No, not my latest Italian-while-you-wait excursion; rather, it’s summing up Judge Courtney D (“CD”) Jones’ pinning of Section 6751b) Boss Hossery on Sunil S. Patel and Laurie McAnally Patel, et al., 2020 T. C. Memo. 133, filed 9/22/20.
IRS does miss one year of the four (count ’em, four) years at issue, but get the remaining three right. Sunil and Laurie were running one of the micro-captive insurance dodges, funneling cash into a no-lose insurance company. I’ve blogged these so often before I won’t lard this narrative with “copious citation of precedent.”
Having blown off Year One for want of timely Boss Hossery (Letter 5153 and RAR before CPAF, Section 6751(b)’s equivalent of leg before wicket), Sunil and Laurie want to argue the Boss Hoss just rubberstamped the CPAFs and, in the case of Year Two, the amended answer (IRS’ counsel having gotten the Area Counsel into the act).
No go.
“When asked to conduct inquiries into whether the Commissioner’s employees gave sufficient consideration to the penalties they proposed and approved, we have determined that such lines of questioning are ‘immaterial and wholly irrelevant to ascertaining whether respondent complied with the written supervisory approval requirement of section 6751(b)(1)’. Raifman v. Commissioner, T. C. Memo. 2018-101, at *61. In sum, the ‘written supervisory approval requirement of section 6751(b)(1) requires just that: written supervisory approval.’ Id.” 2020 T. C. Memo. 133, at pp.14-15.

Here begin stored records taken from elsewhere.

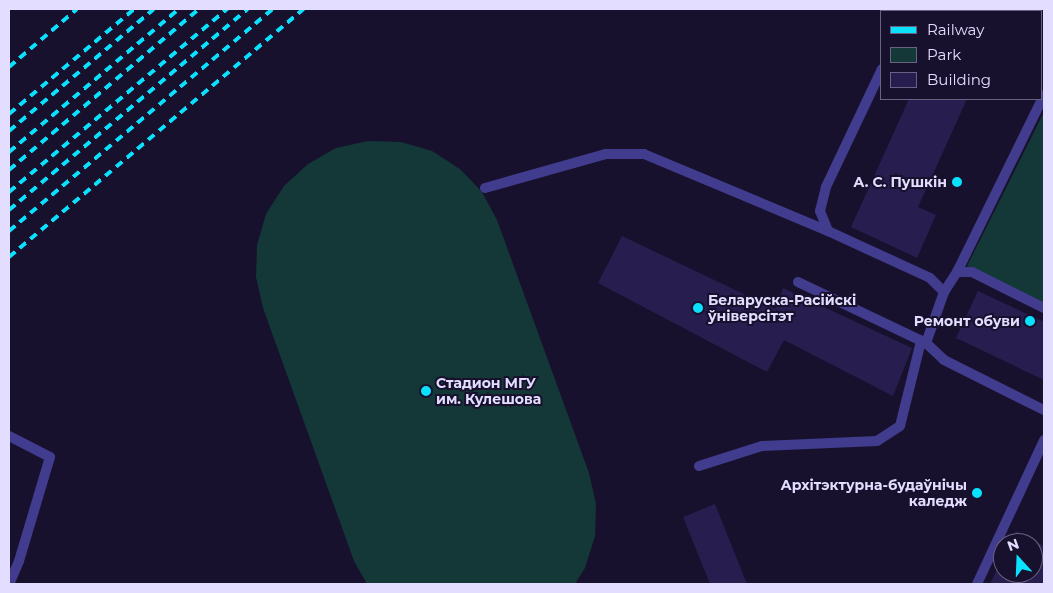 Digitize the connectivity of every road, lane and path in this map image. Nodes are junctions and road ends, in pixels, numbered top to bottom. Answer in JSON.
{"nodes":[{"id":1,"x":880,"y":73,"type":"edge"},
{"id":2,"x":1042,"y":100,"type":"edge"},
{"id":3,"x":485,"y":188,"type":"dead end"},
{"id":4,"x":828,"y":231,"type":"junction"},
{"id":5,"x":957,"y":272,"type":"junction"},
{"id":6,"x":798,"y":282,"type":"dead end"},
{"id":7,"x":944,"y":292,"type":"junction"},
{"id":8,"x":1044,"y":308,"type":"edge"},
{"id":9,"x":923,"y":342,"type":"junction"},
{"id":10,"x":1044,"y":410,"type":"edge"},
{"id":11,"x":9,"y":436,"type":"edge"},
{"id":12,"x":1044,"y":440,"type":"edge"},
{"id":13,"x":699,"y":466,"type":"dead end"},
{"id":14,"x":9,"y":584,"type":"edge"},
{"id":15,"x":977,"y":584,"type":"edge"}],
"edges":[{"from":1,"to":4,"type":"lane"},
{"from":2,"to":5,"type":"lane"},
{"from":3,"to":4,"type":"lane"},
{"from":4,"to":7,"type":"lane"},
{"from":5,"to":7,"type":"lane"},
{"from":5,"to":8,"type":"lane"},
{"from":6,"to":9,"type":"lane"},
{"from":7,"to":9,"type":"lane"},
{"from":9,"to":10,"type":"lane"},
{"from":9,"to":13,"type":"lane"},
{"from":11,"to":14,"type":"lane"},
{"from":12,"to":15,"type":"lane"}]}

For the story of Greg and Sue Raifman, see my blogpost “Too True to be Good,” 7/3/18. For the chronology of the Boss Hossery in the four years in Sunil’s and Laurie’s case, read Judge CD’s opinion.
Takeaway- For Section 6751(b) Boss Hossery, timing is everything. How closely the Boss Hoss looked is nothing to the point. Taishoff says “The return of the robosigner?” They sign, you lose.